(Work to complete): Your task is to output the listing word for word, with pictures excluded.

Segment Start: Extracted material

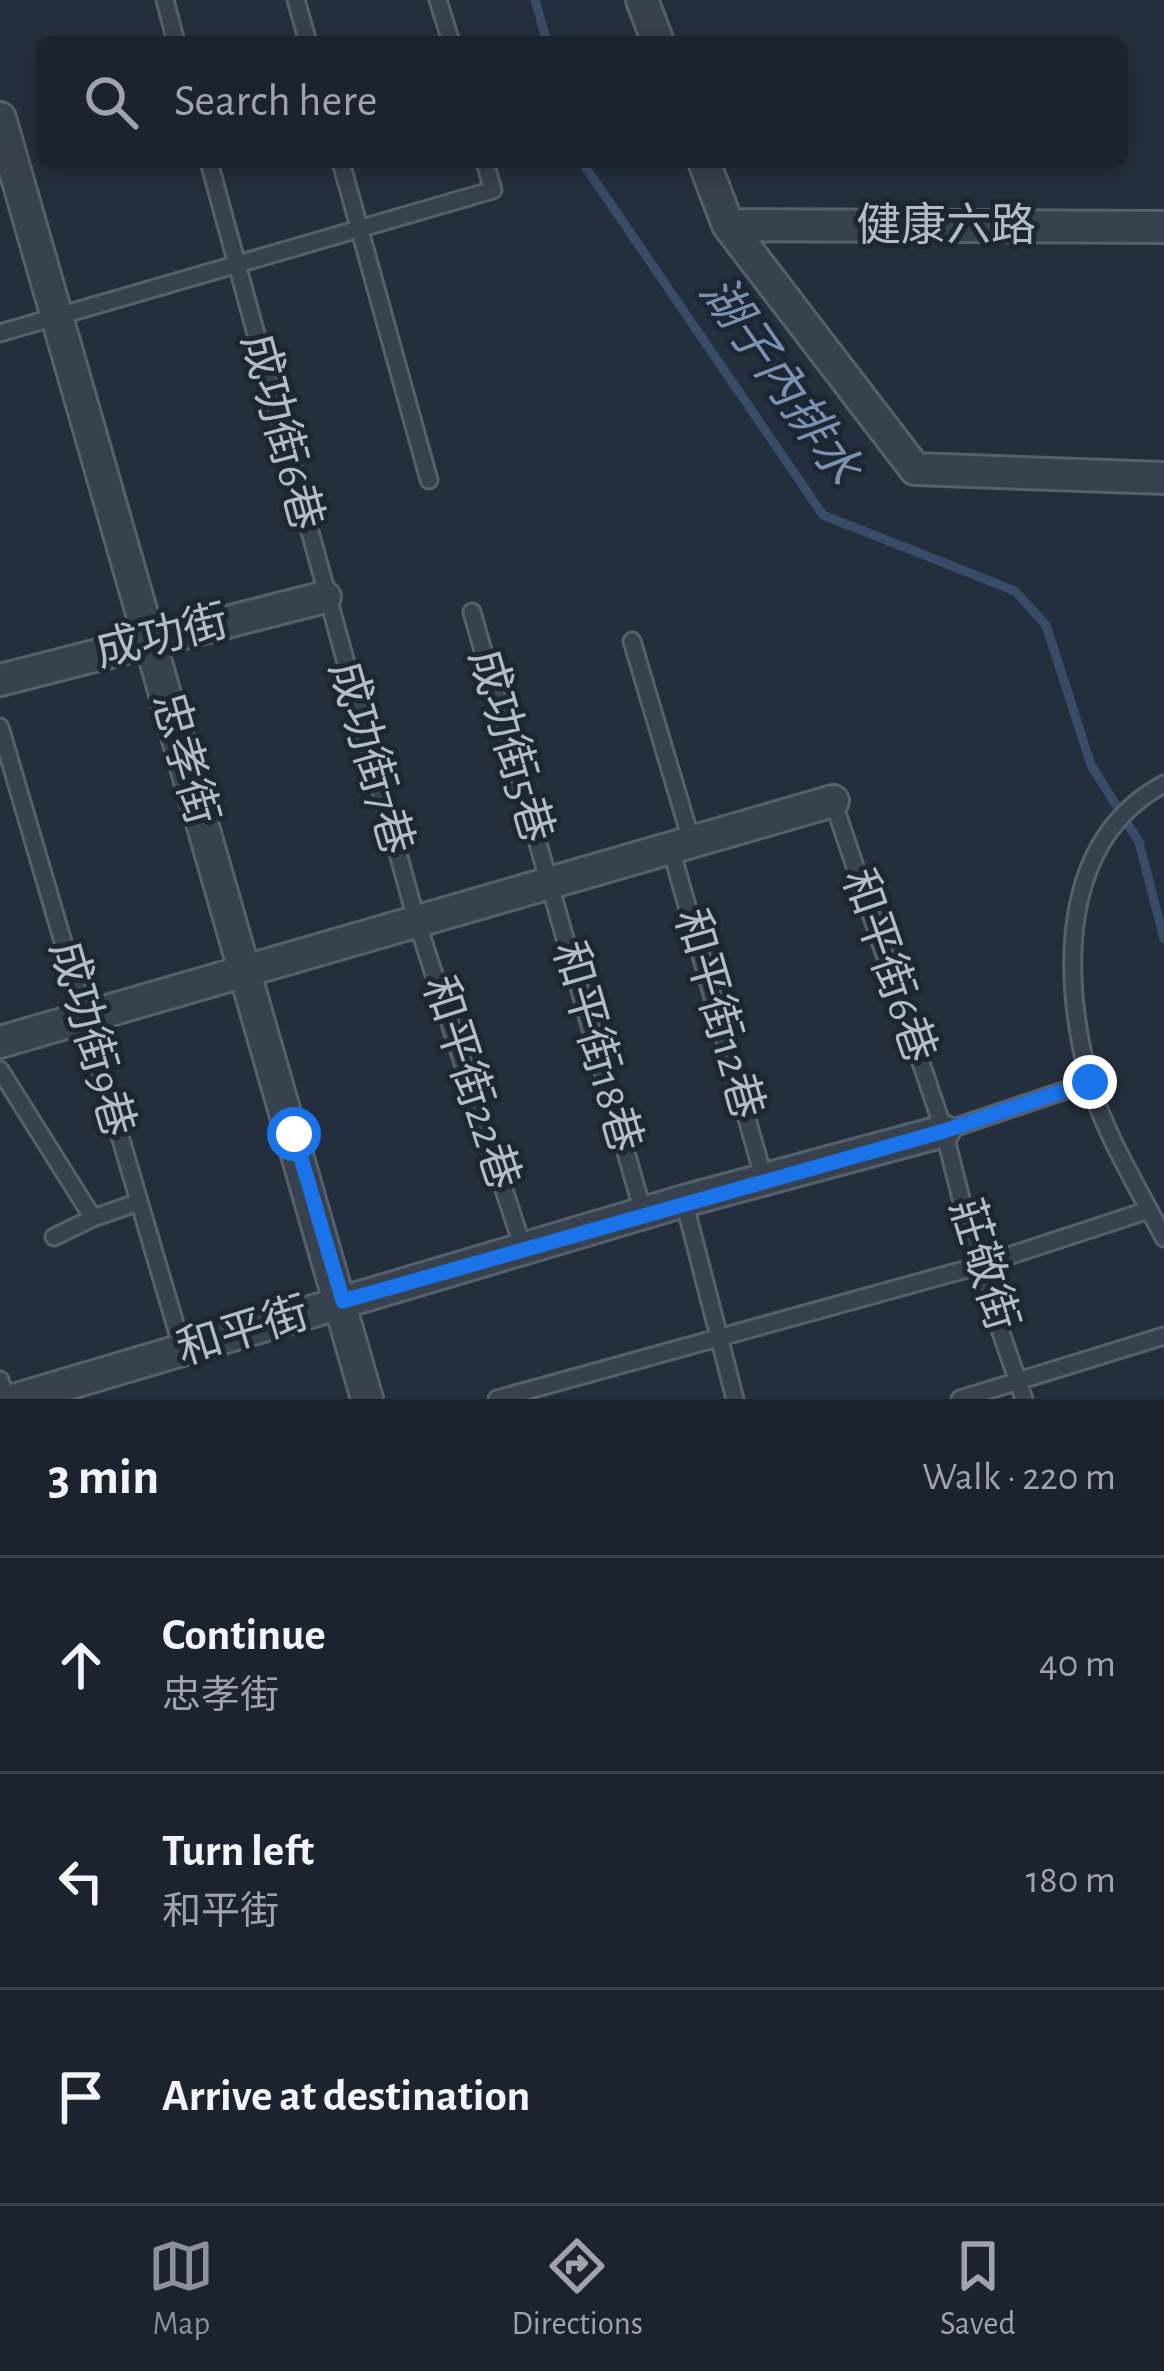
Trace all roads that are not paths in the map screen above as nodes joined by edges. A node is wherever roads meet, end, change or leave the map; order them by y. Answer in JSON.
{"nodes":[{"id":1,"x":165,"y":0,"type":"edge"},
{"id":2,"x":296,"y":0,"type":"edge"},
{"id":3,"x":439,"y":0,"type":"edge"},
{"id":4,"x":642,"y":0,"type":"edge"},
{"id":5,"x":174,"y":36,"type":"edge"},
{"id":6,"x":306,"y":36,"type":"edge"},
{"id":7,"x":449,"y":36,"type":"edge"},
{"id":8,"x":656,"y":36,"type":"edge"},
{"id":9,"x":0,"y":118,"type":"edge"},
{"id":10,"x":211,"y":168,"type":"edge"},
{"id":11,"x":343,"y":168,"type":"edge"},
{"id":12,"x":487,"y":168,"type":"edge"},
{"id":13,"x":706,"y":168,"type":"edge"},
{"id":14,"x":728,"y":224,"type":"junction"},
{"id":15,"x":1164,"y":227,"type":"edge"},
{"id":16,"x":360,"y":229,"type":"junction"},
{"id":17,"x":238,"y":268,"type":"junction"},
{"id":18,"x":57,"y":316,"type":"junction"},
{"id":19,"x":0,"y":333,"type":"edge"},
{"id":20,"x":1164,"y":478,"type":"edge"},
{"id":21,"x":429,"y":479,"type":"dead end"},
{"id":22,"x":325,"y":597,"type":"junction"},
{"id":23,"x":472,"y":612,"type":"dead end"},
{"id":24,"x":149,"y":640,"type":"junction"},
{"id":25,"x":632,"y":641,"type":"dead end"},
{"id":26,"x":0,"y":680,"type":"edge"},
{"id":27,"x":0,"y":727,"type":"edge"},
{"id":28,"x":1164,"y":784,"type":"edge"},
{"id":29,"x":832,"y":801,"type":"joint"},
{"id":30,"x":681,"y":846,"type":"junction"},
{"id":31,"x":548,"y":881,"type":"junction"},
{"id":32,"x":416,"y":919,"type":"junction"},
{"id":33,"x":244,"y":967,"type":"junction"},
{"id":34,"x":83,"y":1014,"type":"junction"},
{"id":35,"x":0,"y":1042,"type":"edge"},
{"id":36,"x":0,"y":1070,"type":"edge"},
{"id":37,"x":1090,"y":1082,"type":"junction"},
{"id":38,"x":944,"y":1131,"type":"junction"},
{"id":39,"x":764,"y":1179,"type":"junction"},
{"id":40,"x":684,"y":1201,"type":"junction"},
{"id":41,"x":140,"y":1202,"type":"junction"},
{"id":42,"x":1149,"y":1210,"type":"junction"},
{"id":43,"x":643,"y":1212,"type":"junction"},
{"id":44,"x":93,"y":1218,"type":"junction"},
{"id":45,"x":54,"y":1237,"type":"dead end"},
{"id":46,"x":1164,"y":1238,"type":"edge"},
{"id":47,"x":523,"y":1248,"type":"junction"},
{"id":48,"x":979,"y":1266,"type":"junction"},
{"id":49,"x":343,"y":1301,"type":"junction"},
{"id":50,"x":717,"y":1335,"type":"junction"},
{"id":51,"x":1164,"y":1336,"type":"edge"},
{"id":52,"x":183,"y":1351,"type":"junction"},
{"id":53,"x":0,"y":1381,"type":"edge"},
{"id":54,"x":105,"y":1388,"type":"edge"},
{"id":55,"x":1022,"y":1391,"type":"edge"},
{"id":56,"x":6,"y":1399,"type":"edge"},
{"id":57,"x":17,"y":1399,"type":"edge"},
{"id":58,"x":367,"y":1399,"type":"edge"},
{"id":59,"x":497,"y":1399,"type":"edge"},
{"id":60,"x":735,"y":1399,"type":"edge"},
{"id":61,"x":960,"y":1399,"type":"edge"}],
"edges":[{"from":1,"to":5,"type":"lane"},
{"from":2,"to":6,"type":"lane"},
{"from":3,"to":7,"type":"lane"},
{"from":4,"to":8,"type":"street"},
{"from":9,"to":18,"type":"street","name":"忠孝街"},
{"from":10,"to":17,"type":"lane","name":"成功街6巷"},
{"from":11,"to":16,"type":"lane"},
{"from":12,"to":16,"type":"lane"},
{"from":13,"to":14,"type":"street"},
{"from":14,"to":15,"type":"street","name":"健康六路"},
{"from":14,"to":20,"type":"street"},
{"from":16,"to":17,"type":"lane"},
{"from":16,"to":21,"type":"lane"},
{"from":17,"to":18,"type":"lane"},
{"from":17,"to":22,"type":"lane","name":"成功街6巷"},
{"from":18,"to":19,"type":"lane"},
{"from":18,"to":24,"type":"street","name":"忠孝街"},
{"from":22,"to":24,"type":"street","name":"成功街"},
{"from":22,"to":32,"type":"lane","name":"成功街7巷"},
{"from":23,"to":31,"type":"lane","name":"成功街5巷"},
{"from":24,"to":26,"type":"street","name":"成功街"},
{"from":24,"to":33,"type":"street","name":"忠孝街"},
{"from":25,"to":30,"type":"lane","name":"和平街12巷"},
{"from":27,"to":34,"type":"lane","name":"成功街9巷"},
{"from":28,"to":37,"type":"lane"},
{"from":29,"to":30,"type":"street"},
{"from":29,"to":38,"type":"lane","name":"和平街6巷"},
{"from":30,"to":31,"type":"street"},
{"from":30,"to":39,"type":"lane","name":"和平街12巷"},
{"from":31,"to":32,"type":"street"},
{"from":31,"to":43,"type":"lane","name":"和平街18巷"},
{"from":32,"to":33,"type":"street"},
{"from":32,"to":47,"type":"lane","name":"和平街22巷"},
{"from":33,"to":34,"type":"street"},
{"from":33,"to":49,"type":"street","name":"忠孝街"},
{"from":34,"to":35,"type":"street"},
{"from":34,"to":41,"type":"lane","name":"成功街9巷"},
{"from":36,"to":44,"type":"lane"},
{"from":37,"to":38,"type":"lane","name":"和平街"},
{"from":37,"to":42,"type":"lane"},
{"from":38,"to":39,"type":"street","name":"和平街"},
{"from":38,"to":48,"type":"lane","name":"莊敬街"},
{"from":39,"to":40,"type":"street","name":"和平街"},
{"from":40,"to":43,"type":"street","name":"和平街"},
{"from":40,"to":50,"type":"lane"},
{"from":41,"to":44,"type":"lane"},
{"from":41,"to":52,"type":"lane","name":"成功街9巷"},
{"from":42,"to":46,"type":"lane"},
{"from":42,"to":48,"type":"lane"},
{"from":43,"to":47,"type":"street","name":"和平街"},
{"from":44,"to":45,"type":"lane"},
{"from":47,"to":49,"type":"street","name":"和平街"},
{"from":48,"to":50,"type":"lane"},
{"from":48,"to":55,"type":"lane","name":"莊敬街"},
{"from":49,"to":52,"type":"street","name":"和平街"},
{"from":49,"to":58,"type":"street","name":"忠孝街"},
{"from":50,"to":59,"type":"lane"},
{"from":50,"to":60,"type":"lane"},
{"from":51,"to":55,"type":"lane"},
{"from":52,"to":54,"type":"street","name":"和平街"},
{"from":53,"to":56,"type":"lane"},
{"from":54,"to":57,"type":"street","name":"和平街"},
{"from":55,"to":61,"type":"lane"}]}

Segment End: Extracted material

(Reply to the task):
Trace all roads that are not paths in the map screen above as nodes joined by edges. A node is wherever roads meet, end, change or leave the map; order them by y. Answer in JSON.
{"nodes":[{"id":1,"x":165,"y":0,"type":"edge"},
{"id":2,"x":296,"y":0,"type":"edge"},
{"id":3,"x":439,"y":0,"type":"edge"},
{"id":4,"x":642,"y":0,"type":"edge"},
{"id":5,"x":174,"y":36,"type":"edge"},
{"id":6,"x":306,"y":36,"type":"edge"},
{"id":7,"x":449,"y":36,"type":"edge"},
{"id":8,"x":656,"y":36,"type":"edge"},
{"id":9,"x":0,"y":118,"type":"edge"},
{"id":10,"x":211,"y":168,"type":"edge"},
{"id":11,"x":343,"y":168,"type":"edge"},
{"id":12,"x":487,"y":168,"type":"edge"},
{"id":13,"x":706,"y":168,"type":"edge"},
{"id":14,"x":728,"y":224,"type":"junction"},
{"id":15,"x":1164,"y":227,"type":"edge"},
{"id":16,"x":360,"y":229,"type":"junction"},
{"id":17,"x":238,"y":268,"type":"junction"},
{"id":18,"x":57,"y":316,"type":"junction"},
{"id":19,"x":0,"y":333,"type":"edge"},
{"id":20,"x":1164,"y":478,"type":"edge"},
{"id":21,"x":429,"y":479,"type":"dead end"},
{"id":22,"x":325,"y":597,"type":"junction"},
{"id":23,"x":472,"y":612,"type":"dead end"},
{"id":24,"x":149,"y":640,"type":"junction"},
{"id":25,"x":632,"y":641,"type":"dead end"},
{"id":26,"x":0,"y":680,"type":"edge"},
{"id":27,"x":0,"y":727,"type":"edge"},
{"id":28,"x":1164,"y":784,"type":"edge"},
{"id":29,"x":832,"y":801,"type":"joint"},
{"id":30,"x":681,"y":846,"type":"junction"},
{"id":31,"x":548,"y":881,"type":"junction"},
{"id":32,"x":416,"y":919,"type":"junction"},
{"id":33,"x":244,"y":967,"type":"junction"},
{"id":34,"x":83,"y":1014,"type":"junction"},
{"id":35,"x":0,"y":1042,"type":"edge"},
{"id":36,"x":0,"y":1070,"type":"edge"},
{"id":37,"x":1090,"y":1082,"type":"junction"},
{"id":38,"x":944,"y":1131,"type":"junction"},
{"id":39,"x":764,"y":1179,"type":"junction"},
{"id":40,"x":684,"y":1201,"type":"junction"},
{"id":41,"x":140,"y":1202,"type":"junction"},
{"id":42,"x":1149,"y":1210,"type":"junction"},
{"id":43,"x":643,"y":1212,"type":"junction"},
{"id":44,"x":93,"y":1218,"type":"junction"},
{"id":45,"x":54,"y":1237,"type":"dead end"},
{"id":46,"x":1164,"y":1238,"type":"edge"},
{"id":47,"x":523,"y":1248,"type":"junction"},
{"id":48,"x":979,"y":1266,"type":"junction"},
{"id":49,"x":343,"y":1301,"type":"junction"},
{"id":50,"x":717,"y":1335,"type":"junction"},
{"id":51,"x":1164,"y":1336,"type":"edge"},
{"id":52,"x":183,"y":1351,"type":"junction"},
{"id":53,"x":0,"y":1381,"type":"edge"},
{"id":54,"x":105,"y":1388,"type":"edge"},
{"id":55,"x":1022,"y":1391,"type":"edge"},
{"id":56,"x":6,"y":1399,"type":"edge"},
{"id":57,"x":17,"y":1399,"type":"edge"},
{"id":58,"x":367,"y":1399,"type":"edge"},
{"id":59,"x":497,"y":1399,"type":"edge"},
{"id":60,"x":735,"y":1399,"type":"edge"},
{"id":61,"x":960,"y":1399,"type":"edge"}],
"edges":[{"from":1,"to":5,"type":"lane"},
{"from":2,"to":6,"type":"lane"},
{"from":3,"to":7,"type":"lane"},
{"from":4,"to":8,"type":"street"},
{"from":9,"to":18,"type":"street","name":"忠孝街"},
{"from":10,"to":17,"type":"lane","name":"成功街6巷"},
{"from":11,"to":16,"type":"lane"},
{"from":12,"to":16,"type":"lane"},
{"from":13,"to":14,"type":"street"},
{"from":14,"to":15,"type":"street","name":"健康六路"},
{"from":14,"to":20,"type":"street"},
{"from":16,"to":17,"type":"lane"},
{"from":16,"to":21,"type":"lane"},
{"from":17,"to":18,"type":"lane"},
{"from":17,"to":22,"type":"lane","name":"成功街6巷"},
{"from":18,"to":19,"type":"lane"},
{"from":18,"to":24,"type":"street","name":"忠孝街"},
{"from":22,"to":24,"type":"street","name":"成功街"},
{"from":22,"to":32,"type":"lane","name":"成功街7巷"},
{"from":23,"to":31,"type":"lane","name":"成功街5巷"},
{"from":24,"to":26,"type":"street","name":"成功街"},
{"from":24,"to":33,"type":"street","name":"忠孝街"},
{"from":25,"to":30,"type":"lane","name":"和平街12巷"},
{"from":27,"to":34,"type":"lane","name":"成功街9巷"},
{"from":28,"to":37,"type":"lane"},
{"from":29,"to":30,"type":"street"},
{"from":29,"to":38,"type":"lane","name":"和平街6巷"},
{"from":30,"to":31,"type":"street"},
{"from":30,"to":39,"type":"lane","name":"和平街12巷"},
{"from":31,"to":32,"type":"street"},
{"from":31,"to":43,"type":"lane","name":"和平街18巷"},
{"from":32,"to":33,"type":"street"},
{"from":32,"to":47,"type":"lane","name":"和平街22巷"},
{"from":33,"to":34,"type":"street"},
{"from":33,"to":49,"type":"street","name":"忠孝街"},
{"from":34,"to":35,"type":"street"},
{"from":34,"to":41,"type":"lane","name":"成功街9巷"},
{"from":36,"to":44,"type":"lane"},
{"from":37,"to":38,"type":"lane","name":"和平街"},
{"from":37,"to":42,"type":"lane"},
{"from":38,"to":39,"type":"street","name":"和平街"},
{"from":38,"to":48,"type":"lane","name":"莊敬街"},
{"from":39,"to":40,"type":"street","name":"和平街"},
{"from":40,"to":43,"type":"street","name":"和平街"},
{"from":40,"to":50,"type":"lane"},
{"from":41,"to":44,"type":"lane"},
{"from":41,"to":52,"type":"lane","name":"成功街9巷"},
{"from":42,"to":46,"type":"lane"},
{"from":42,"to":48,"type":"lane"},
{"from":43,"to":47,"type":"street","name":"和平街"},
{"from":44,"to":45,"type":"lane"},
{"from":47,"to":49,"type":"street","name":"和平街"},
{"from":48,"to":50,"type":"lane"},
{"from":48,"to":55,"type":"lane","name":"莊敬街"},
{"from":49,"to":52,"type":"street","name":"和平街"},
{"from":49,"to":58,"type":"street","name":"忠孝街"},
{"from":50,"to":59,"type":"lane"},
{"from":50,"to":60,"type":"lane"},
{"from":51,"to":55,"type":"lane"},
{"from":52,"to":54,"type":"street","name":"和平街"},
{"from":53,"to":56,"type":"lane"},
{"from":54,"to":57,"type":"street","name":"和平街"},
{"from":55,"to":61,"type":"lane"}]}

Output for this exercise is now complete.